About this exercise: Scan the records for "highway". Report each line that includes it.

Entries taken from a collection:
────────────────

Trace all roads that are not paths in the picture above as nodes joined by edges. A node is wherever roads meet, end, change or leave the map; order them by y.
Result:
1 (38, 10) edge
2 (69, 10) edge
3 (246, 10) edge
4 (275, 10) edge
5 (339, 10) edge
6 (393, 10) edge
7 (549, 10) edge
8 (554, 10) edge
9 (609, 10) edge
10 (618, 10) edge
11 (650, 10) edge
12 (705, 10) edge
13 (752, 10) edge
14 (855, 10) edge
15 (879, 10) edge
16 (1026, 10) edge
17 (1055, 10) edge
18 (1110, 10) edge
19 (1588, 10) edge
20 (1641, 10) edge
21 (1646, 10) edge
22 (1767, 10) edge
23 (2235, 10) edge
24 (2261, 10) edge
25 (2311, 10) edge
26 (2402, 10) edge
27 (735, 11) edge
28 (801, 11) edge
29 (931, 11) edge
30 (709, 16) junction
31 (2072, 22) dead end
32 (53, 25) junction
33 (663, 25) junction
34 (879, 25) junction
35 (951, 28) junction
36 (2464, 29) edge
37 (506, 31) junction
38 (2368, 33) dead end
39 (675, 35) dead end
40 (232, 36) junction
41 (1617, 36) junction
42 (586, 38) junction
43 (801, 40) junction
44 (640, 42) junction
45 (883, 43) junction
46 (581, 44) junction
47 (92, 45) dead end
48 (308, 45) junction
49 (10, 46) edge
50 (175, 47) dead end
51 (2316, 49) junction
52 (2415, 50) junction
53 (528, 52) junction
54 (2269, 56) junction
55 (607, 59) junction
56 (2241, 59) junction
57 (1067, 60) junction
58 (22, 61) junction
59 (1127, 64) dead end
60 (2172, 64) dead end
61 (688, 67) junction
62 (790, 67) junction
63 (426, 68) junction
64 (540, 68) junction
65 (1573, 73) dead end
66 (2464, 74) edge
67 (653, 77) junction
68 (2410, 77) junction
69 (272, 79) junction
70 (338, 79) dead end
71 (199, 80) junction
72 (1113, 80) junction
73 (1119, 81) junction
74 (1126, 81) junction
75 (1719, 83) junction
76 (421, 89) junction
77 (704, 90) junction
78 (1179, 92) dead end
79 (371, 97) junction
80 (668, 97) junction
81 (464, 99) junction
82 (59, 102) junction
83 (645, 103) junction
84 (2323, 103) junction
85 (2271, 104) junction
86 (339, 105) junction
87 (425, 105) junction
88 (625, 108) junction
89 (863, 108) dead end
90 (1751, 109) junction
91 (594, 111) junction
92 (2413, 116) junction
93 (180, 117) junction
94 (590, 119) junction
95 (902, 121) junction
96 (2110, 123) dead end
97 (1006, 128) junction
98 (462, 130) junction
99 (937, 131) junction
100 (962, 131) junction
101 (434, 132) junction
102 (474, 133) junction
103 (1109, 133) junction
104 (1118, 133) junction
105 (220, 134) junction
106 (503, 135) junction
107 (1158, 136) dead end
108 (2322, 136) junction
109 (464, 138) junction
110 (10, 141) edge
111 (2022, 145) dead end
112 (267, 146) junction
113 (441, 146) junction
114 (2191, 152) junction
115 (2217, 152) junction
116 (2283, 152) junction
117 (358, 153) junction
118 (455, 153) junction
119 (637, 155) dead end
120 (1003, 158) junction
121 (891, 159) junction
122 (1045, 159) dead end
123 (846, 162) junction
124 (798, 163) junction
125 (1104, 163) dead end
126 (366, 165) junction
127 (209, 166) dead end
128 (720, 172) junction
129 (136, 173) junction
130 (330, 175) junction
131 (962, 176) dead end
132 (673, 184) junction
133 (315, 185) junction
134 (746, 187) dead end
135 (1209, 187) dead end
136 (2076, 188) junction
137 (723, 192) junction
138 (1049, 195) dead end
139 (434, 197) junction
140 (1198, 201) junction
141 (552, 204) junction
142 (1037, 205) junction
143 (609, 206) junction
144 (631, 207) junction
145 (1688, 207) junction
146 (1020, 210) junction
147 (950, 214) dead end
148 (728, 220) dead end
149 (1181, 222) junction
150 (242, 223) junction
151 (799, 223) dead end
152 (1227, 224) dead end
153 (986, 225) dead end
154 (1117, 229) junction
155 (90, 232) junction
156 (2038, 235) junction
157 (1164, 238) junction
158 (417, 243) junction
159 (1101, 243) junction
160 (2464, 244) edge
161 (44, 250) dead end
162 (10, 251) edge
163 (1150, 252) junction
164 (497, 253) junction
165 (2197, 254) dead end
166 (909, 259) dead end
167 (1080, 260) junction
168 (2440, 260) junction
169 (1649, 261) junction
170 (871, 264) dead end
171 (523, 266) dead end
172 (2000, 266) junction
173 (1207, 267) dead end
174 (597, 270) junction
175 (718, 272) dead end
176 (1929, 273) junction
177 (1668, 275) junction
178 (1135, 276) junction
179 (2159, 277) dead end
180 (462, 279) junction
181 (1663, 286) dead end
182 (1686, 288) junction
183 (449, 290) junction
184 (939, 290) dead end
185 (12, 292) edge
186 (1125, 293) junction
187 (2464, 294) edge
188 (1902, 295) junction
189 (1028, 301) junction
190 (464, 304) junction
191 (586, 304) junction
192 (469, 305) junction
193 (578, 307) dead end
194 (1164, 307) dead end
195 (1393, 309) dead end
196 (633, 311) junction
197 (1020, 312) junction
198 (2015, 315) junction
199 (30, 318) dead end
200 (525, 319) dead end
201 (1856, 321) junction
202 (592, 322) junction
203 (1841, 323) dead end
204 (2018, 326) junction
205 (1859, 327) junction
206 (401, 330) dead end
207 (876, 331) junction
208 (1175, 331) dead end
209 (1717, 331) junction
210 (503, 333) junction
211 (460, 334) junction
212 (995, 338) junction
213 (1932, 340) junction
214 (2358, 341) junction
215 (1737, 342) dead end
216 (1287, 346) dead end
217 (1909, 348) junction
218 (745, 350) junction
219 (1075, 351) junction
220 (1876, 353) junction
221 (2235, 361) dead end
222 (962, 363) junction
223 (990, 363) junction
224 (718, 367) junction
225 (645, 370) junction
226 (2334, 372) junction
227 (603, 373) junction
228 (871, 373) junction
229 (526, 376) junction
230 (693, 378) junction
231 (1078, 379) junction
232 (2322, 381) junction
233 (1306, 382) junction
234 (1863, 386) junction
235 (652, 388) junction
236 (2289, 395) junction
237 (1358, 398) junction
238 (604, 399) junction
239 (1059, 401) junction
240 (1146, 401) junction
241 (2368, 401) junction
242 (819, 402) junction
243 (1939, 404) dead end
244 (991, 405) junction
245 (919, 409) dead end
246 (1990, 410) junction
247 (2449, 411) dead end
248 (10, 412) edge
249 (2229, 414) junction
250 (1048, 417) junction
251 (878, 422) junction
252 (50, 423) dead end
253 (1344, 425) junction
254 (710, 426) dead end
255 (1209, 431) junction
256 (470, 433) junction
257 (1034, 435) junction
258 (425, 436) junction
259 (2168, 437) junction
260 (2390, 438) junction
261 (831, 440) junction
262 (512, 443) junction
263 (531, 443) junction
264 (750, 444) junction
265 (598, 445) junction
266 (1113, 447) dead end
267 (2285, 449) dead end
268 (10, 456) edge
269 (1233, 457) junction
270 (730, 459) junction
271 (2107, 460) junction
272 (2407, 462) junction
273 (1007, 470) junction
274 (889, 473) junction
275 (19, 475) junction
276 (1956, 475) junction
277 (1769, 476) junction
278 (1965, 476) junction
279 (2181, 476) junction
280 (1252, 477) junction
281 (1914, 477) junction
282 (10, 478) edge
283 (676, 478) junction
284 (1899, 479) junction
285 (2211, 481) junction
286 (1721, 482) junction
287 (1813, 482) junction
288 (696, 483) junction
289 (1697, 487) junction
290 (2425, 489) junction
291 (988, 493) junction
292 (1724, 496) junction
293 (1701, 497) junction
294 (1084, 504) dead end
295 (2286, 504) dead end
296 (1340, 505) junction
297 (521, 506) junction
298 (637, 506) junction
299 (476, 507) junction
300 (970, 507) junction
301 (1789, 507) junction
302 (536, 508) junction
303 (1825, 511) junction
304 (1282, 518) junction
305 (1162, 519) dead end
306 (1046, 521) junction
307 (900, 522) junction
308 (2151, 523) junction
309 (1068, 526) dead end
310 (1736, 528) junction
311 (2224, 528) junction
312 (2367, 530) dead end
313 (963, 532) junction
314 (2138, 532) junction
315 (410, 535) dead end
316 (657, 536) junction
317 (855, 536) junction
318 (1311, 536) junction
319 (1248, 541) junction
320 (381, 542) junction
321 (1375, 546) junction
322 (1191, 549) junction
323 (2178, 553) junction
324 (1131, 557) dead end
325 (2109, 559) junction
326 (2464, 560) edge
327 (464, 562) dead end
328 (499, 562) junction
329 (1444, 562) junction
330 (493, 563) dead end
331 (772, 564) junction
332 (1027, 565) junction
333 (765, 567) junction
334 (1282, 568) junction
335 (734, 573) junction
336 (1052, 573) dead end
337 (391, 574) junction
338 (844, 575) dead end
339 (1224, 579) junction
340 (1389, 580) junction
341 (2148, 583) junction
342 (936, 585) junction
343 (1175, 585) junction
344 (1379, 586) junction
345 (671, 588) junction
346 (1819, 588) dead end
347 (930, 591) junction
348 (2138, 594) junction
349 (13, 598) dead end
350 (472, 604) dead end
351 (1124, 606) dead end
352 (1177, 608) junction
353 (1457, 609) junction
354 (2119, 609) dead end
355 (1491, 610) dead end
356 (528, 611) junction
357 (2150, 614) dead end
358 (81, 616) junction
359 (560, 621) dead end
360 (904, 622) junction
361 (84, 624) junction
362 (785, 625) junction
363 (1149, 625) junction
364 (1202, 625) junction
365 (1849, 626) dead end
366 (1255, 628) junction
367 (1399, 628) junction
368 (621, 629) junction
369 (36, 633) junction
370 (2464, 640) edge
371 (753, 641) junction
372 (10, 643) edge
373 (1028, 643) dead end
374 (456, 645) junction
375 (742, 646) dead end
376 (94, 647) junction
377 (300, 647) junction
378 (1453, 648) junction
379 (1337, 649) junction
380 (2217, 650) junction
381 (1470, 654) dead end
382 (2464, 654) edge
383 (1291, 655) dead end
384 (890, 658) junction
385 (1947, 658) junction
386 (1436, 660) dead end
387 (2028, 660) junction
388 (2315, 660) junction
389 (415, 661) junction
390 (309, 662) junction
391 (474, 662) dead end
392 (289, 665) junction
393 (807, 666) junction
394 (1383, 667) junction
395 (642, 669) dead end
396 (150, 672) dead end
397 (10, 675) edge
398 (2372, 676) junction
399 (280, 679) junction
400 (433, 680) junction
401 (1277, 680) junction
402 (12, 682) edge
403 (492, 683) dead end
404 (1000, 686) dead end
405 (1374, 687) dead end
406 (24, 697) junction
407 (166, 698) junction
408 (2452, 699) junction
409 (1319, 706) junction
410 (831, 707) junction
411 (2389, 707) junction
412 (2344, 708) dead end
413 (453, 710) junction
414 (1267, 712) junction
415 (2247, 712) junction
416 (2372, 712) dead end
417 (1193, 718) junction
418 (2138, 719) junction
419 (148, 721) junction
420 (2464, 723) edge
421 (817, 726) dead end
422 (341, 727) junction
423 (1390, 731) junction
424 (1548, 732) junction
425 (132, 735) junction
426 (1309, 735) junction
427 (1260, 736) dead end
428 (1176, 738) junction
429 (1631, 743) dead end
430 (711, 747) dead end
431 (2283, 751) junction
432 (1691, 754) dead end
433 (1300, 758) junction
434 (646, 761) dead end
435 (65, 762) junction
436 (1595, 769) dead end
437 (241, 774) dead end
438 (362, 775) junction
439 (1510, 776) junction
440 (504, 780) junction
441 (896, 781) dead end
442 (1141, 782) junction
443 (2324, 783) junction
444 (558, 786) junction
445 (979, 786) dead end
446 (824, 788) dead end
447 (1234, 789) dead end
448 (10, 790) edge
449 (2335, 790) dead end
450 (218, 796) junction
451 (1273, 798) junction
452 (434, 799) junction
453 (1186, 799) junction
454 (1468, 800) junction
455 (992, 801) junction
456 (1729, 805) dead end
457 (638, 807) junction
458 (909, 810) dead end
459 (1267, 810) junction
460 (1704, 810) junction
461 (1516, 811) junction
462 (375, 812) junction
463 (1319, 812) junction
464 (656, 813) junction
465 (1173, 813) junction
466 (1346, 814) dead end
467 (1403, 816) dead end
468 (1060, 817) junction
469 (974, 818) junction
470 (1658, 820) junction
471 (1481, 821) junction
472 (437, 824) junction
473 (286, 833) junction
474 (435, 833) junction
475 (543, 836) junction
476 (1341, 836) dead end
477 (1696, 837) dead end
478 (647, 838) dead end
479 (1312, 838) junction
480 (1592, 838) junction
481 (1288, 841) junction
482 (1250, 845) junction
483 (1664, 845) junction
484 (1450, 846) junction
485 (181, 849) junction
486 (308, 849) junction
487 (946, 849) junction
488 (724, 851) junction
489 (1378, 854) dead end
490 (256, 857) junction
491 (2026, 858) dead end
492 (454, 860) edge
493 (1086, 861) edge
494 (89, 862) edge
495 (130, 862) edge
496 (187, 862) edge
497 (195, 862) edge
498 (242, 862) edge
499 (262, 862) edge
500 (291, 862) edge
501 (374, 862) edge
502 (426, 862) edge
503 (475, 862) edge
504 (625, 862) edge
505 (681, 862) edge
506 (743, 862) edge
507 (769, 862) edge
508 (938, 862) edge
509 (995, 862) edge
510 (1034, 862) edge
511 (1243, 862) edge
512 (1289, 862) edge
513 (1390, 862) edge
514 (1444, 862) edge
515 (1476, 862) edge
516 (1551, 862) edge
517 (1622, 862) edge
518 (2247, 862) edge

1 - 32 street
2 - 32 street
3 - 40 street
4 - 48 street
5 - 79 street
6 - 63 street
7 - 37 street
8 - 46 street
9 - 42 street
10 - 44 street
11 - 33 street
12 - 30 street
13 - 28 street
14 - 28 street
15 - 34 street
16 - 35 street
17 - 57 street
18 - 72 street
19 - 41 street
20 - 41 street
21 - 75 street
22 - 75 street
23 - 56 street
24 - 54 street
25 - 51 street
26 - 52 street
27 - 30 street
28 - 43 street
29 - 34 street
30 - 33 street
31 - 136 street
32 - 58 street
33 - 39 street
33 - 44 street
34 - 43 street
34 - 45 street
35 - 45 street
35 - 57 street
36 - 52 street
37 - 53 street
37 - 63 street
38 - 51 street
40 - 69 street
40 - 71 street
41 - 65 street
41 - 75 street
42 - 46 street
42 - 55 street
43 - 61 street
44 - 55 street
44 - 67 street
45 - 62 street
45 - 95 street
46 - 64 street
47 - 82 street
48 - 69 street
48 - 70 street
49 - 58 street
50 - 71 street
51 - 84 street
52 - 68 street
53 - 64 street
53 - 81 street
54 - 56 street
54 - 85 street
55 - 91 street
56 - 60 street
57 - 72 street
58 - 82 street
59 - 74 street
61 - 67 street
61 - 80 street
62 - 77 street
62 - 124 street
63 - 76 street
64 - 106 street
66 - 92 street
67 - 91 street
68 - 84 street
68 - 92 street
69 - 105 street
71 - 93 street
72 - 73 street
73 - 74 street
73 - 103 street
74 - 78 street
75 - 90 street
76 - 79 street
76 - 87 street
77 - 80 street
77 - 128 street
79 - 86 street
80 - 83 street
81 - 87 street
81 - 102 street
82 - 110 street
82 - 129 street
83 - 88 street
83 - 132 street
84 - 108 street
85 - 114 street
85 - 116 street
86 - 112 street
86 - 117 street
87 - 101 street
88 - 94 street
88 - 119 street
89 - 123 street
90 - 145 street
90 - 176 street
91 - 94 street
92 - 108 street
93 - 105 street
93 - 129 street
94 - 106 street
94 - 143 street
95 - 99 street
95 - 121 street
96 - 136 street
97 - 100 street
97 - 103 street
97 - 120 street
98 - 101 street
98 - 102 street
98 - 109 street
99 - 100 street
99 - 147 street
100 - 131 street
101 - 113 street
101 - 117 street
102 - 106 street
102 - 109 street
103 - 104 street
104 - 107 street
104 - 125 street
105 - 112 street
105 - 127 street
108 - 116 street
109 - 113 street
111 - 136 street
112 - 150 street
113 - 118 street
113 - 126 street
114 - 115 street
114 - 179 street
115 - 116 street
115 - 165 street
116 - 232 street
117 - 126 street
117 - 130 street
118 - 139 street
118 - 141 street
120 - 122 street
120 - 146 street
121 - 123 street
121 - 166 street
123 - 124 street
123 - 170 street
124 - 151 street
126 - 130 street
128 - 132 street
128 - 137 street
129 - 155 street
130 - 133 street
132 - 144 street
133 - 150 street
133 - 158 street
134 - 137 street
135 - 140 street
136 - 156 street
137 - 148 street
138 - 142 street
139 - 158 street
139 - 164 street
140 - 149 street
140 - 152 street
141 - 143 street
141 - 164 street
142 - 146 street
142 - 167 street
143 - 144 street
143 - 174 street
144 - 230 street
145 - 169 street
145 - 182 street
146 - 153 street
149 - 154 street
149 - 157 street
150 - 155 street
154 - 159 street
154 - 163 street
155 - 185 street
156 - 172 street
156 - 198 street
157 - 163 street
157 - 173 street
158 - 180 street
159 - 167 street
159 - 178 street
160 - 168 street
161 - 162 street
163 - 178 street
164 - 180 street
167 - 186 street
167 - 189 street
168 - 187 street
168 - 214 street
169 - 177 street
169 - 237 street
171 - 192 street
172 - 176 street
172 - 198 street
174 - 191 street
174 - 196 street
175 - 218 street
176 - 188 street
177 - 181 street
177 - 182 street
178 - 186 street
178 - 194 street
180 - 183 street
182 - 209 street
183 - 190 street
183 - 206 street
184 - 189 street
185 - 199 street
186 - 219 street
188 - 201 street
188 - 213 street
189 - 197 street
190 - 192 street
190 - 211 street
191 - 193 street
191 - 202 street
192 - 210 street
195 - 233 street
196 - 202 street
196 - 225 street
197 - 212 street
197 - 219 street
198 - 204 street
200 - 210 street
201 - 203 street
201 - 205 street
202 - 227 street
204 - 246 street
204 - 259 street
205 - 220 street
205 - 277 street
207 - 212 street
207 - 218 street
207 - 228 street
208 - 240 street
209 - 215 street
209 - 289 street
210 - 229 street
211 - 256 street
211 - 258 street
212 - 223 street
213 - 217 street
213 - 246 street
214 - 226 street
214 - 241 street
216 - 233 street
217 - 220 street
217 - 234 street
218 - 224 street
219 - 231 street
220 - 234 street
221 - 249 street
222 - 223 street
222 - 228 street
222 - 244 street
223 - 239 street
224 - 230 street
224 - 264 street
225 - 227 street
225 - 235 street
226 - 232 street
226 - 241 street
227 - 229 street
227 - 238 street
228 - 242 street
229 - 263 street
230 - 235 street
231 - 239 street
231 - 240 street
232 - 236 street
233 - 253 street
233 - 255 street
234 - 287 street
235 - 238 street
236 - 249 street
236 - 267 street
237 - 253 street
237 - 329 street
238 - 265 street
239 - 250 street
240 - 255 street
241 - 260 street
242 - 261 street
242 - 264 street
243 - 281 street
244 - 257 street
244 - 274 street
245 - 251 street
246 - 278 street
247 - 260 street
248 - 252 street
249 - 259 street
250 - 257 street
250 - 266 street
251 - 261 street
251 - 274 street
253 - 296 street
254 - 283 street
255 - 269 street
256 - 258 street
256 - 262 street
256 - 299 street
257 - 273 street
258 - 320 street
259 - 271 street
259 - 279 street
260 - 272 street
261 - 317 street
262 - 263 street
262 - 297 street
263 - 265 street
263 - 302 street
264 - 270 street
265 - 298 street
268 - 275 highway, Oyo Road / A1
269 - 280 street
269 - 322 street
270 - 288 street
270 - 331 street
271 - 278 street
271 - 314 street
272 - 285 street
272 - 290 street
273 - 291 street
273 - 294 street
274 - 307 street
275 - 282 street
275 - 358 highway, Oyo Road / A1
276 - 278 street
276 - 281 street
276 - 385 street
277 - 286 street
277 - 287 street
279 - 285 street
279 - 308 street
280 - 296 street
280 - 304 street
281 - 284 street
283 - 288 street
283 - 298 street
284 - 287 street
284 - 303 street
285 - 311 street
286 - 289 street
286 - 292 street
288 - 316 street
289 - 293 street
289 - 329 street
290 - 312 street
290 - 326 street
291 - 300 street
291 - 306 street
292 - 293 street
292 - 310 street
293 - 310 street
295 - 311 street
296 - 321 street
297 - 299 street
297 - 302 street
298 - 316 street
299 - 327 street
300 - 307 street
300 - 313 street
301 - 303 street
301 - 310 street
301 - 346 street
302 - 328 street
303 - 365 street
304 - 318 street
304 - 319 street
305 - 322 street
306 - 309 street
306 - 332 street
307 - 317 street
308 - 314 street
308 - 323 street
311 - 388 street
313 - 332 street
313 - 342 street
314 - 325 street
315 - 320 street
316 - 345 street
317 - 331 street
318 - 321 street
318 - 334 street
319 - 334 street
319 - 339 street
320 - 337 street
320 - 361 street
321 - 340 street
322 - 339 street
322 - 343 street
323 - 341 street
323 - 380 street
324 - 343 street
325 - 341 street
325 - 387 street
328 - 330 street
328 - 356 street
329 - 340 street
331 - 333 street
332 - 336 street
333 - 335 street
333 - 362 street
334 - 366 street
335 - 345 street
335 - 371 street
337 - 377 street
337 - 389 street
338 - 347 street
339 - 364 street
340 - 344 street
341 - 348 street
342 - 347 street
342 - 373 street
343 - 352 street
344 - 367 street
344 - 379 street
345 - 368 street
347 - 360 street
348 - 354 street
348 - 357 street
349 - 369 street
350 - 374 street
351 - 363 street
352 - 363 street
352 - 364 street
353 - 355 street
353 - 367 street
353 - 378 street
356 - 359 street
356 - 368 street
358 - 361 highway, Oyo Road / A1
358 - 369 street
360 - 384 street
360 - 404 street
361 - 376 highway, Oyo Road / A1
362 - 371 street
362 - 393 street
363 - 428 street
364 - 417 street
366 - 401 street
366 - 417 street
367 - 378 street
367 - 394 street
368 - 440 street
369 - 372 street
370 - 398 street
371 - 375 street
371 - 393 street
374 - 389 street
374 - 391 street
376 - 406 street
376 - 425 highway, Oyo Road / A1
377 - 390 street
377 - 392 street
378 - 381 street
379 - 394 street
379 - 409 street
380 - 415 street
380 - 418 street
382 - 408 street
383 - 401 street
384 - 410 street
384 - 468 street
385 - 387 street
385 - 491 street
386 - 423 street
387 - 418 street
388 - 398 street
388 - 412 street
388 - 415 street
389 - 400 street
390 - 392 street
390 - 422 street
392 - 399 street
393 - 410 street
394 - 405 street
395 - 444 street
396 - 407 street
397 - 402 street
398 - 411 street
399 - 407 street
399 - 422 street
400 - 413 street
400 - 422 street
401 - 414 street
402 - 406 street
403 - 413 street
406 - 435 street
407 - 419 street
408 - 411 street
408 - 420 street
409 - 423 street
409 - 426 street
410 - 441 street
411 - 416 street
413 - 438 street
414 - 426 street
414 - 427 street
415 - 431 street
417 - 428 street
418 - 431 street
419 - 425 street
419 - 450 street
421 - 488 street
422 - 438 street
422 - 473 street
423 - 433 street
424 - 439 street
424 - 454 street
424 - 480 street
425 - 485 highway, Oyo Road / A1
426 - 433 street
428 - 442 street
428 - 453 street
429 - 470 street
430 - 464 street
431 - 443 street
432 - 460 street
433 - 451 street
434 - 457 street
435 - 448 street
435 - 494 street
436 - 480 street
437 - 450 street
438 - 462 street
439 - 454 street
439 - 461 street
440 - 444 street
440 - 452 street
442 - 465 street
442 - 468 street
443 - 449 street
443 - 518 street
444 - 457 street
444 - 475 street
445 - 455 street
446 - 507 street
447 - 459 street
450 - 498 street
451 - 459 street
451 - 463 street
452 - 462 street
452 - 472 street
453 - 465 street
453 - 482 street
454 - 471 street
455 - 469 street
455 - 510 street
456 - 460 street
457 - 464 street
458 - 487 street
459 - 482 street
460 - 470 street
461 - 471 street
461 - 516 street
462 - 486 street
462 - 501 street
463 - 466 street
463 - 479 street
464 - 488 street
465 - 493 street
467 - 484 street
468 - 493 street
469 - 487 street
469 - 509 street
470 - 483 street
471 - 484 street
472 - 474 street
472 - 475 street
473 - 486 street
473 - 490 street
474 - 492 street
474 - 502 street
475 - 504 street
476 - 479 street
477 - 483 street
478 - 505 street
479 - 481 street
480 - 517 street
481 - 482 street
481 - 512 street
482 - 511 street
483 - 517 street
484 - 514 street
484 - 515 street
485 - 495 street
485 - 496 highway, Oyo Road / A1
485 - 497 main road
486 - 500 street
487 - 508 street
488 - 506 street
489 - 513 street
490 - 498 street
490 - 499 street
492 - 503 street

────────────────

Solution for this problem:
268 - 275 highway, Oyo Road / A1
275 - 358 highway, Oyo Road / A1
358 - 361 highway, Oyo Road / A1
361 - 376 highway, Oyo Road / A1
376 - 425 highway, Oyo Road / A1
425 - 485 highway, Oyo Road / A1
485 - 496 highway, Oyo Road / A1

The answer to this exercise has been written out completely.